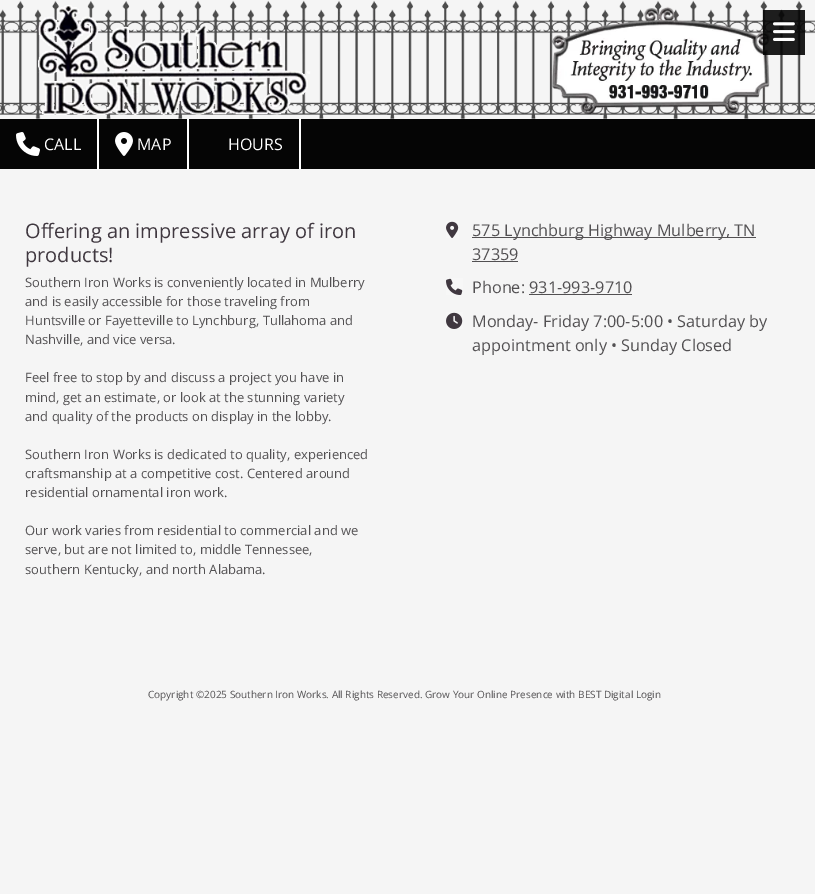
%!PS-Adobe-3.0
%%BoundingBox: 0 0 815 894
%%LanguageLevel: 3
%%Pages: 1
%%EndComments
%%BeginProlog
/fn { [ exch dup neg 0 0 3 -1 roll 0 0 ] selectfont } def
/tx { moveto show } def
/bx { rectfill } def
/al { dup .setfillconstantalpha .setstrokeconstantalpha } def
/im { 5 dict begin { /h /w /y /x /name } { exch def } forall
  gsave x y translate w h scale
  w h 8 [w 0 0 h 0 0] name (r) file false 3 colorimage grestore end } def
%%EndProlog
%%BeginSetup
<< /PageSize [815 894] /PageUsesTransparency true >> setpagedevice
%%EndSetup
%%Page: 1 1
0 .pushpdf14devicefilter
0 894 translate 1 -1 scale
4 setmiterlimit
0.961 setgray
0 0 815 894 bx
(image0.raw) 0 0 815 119 im
0.9 al
0.02 setgray
763 10 42 45 bx
1 al
(image1.raw) 773 22 22 19 im
0 119 815 50 bx
1 setgray
97 119 2 50 bx
(image2.raw) 16 132 24 24 im
/OpenSans-Regular 16 fn
(CALL) 44 150 tx
187 119 2 50 bx
(image3.raw) 115 132 18 24 im
(MAP) 137 150 tx
299 119 2 50 bx
(HOURS) 228 150 tx
/OpenSans-Regular 20 fn
0.251 0.22 0.251 setrgbcolor
(Offering an impressive array of iron) 25 238 tx
(products!) 25 262 tx
/OpenSans-Regular 13 fn
0.322 0.314 0.322 setrgbcolor
(Southern Iron Works is conveniently located in Mulberry) 25 287 tx
(and is easily accessible for those traveling from) 25 306 tx
(Huntsville or Fayetteville to Lynchburg, Tullahoma and) 25 325 tx
(Nashville, and vice versa.) 25 344 tx
(Feel free to stop by and discuss a project you have in) 25 382 tx
(mind, get an estimate, or look at the stunning variety) 25 402 tx
(and quality of the products on display in the lobby.) 25 421 tx
(Southern Iron Works is dedicated to quality, experienced) 25 459 tx
(craftsmanship at a competitive cost. Centered around) 25 478 tx
(residential ornamental iron work.) 25 497 tx
(Our work varies from residential to commercial and we) 25 535 tx
(serve, but are not limited to, middle Tennessee,) 25 554 tx
(southern Kentucky, and north Alabama.) 25 574 tx
(image4.raw) 446 221 13 17 im
472 237 284 1 bx
/OpenSans-Regular 16.25 fn
(575 Lynchburg Highway Mulberry, TN) 472 236 tx
(37359) 472 260 tx
472 261 46 1 bx
(image5.raw) 446 278 17 17 im
(Phone: 931-993-9710) 472 293 tx
529 294 103 1 bx
(image6.raw) 446 312 17 17 im
(Monday- Friday 7:00-5:00 • Saturday by) 472 327 tx
(appointment only • Sunday Closed) 472 351 tx
/OpenSans-Regular 10 fn
(Copyright ©2025 Southern Iron Works. All Rights Reserved. Grow Your Online Presence with BEST Digital Login) 148 698 tx
.poppdf14devicefilter showpage
%%EOF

▶ [YOUR ASSIGNMENT]:
Write out exactly the opening lines of the data, stopping after the line that holds "0 894 translate 1 -1 scale". Exclude pictures.

▶ [RESULT FOR THIS EXERCISE]:
%!PS-Adobe-3.0
%%BoundingBox: 0 0 815 894
%%LanguageLevel: 3
%%Pages: 1
%%EndComments
%%BeginProlog
/fn { [ exch dup neg 0 0 3 -1 roll 0 0 ] selectfont } def
/tx { moveto show } def
/bx { rectfill } def
/al { dup .setfillconstantalpha .setstrokeconstantalpha } def
/im { 5 dict begin { /h /w /y /x /name } { exch def } forall
  gsave x y translate w h scale
  w h 8 [w 0 0 h 0 0] name (r) file false 3 colorimage grestore end } def
%%EndProlog
%%BeginSetup
<< /PageSize [815 894] /PageUsesTransparency true >> setpagedevice
%%EndSetup
%%Page: 1 1
0 .pushpdf14devicefilter
0 894 translate 1 -1 scale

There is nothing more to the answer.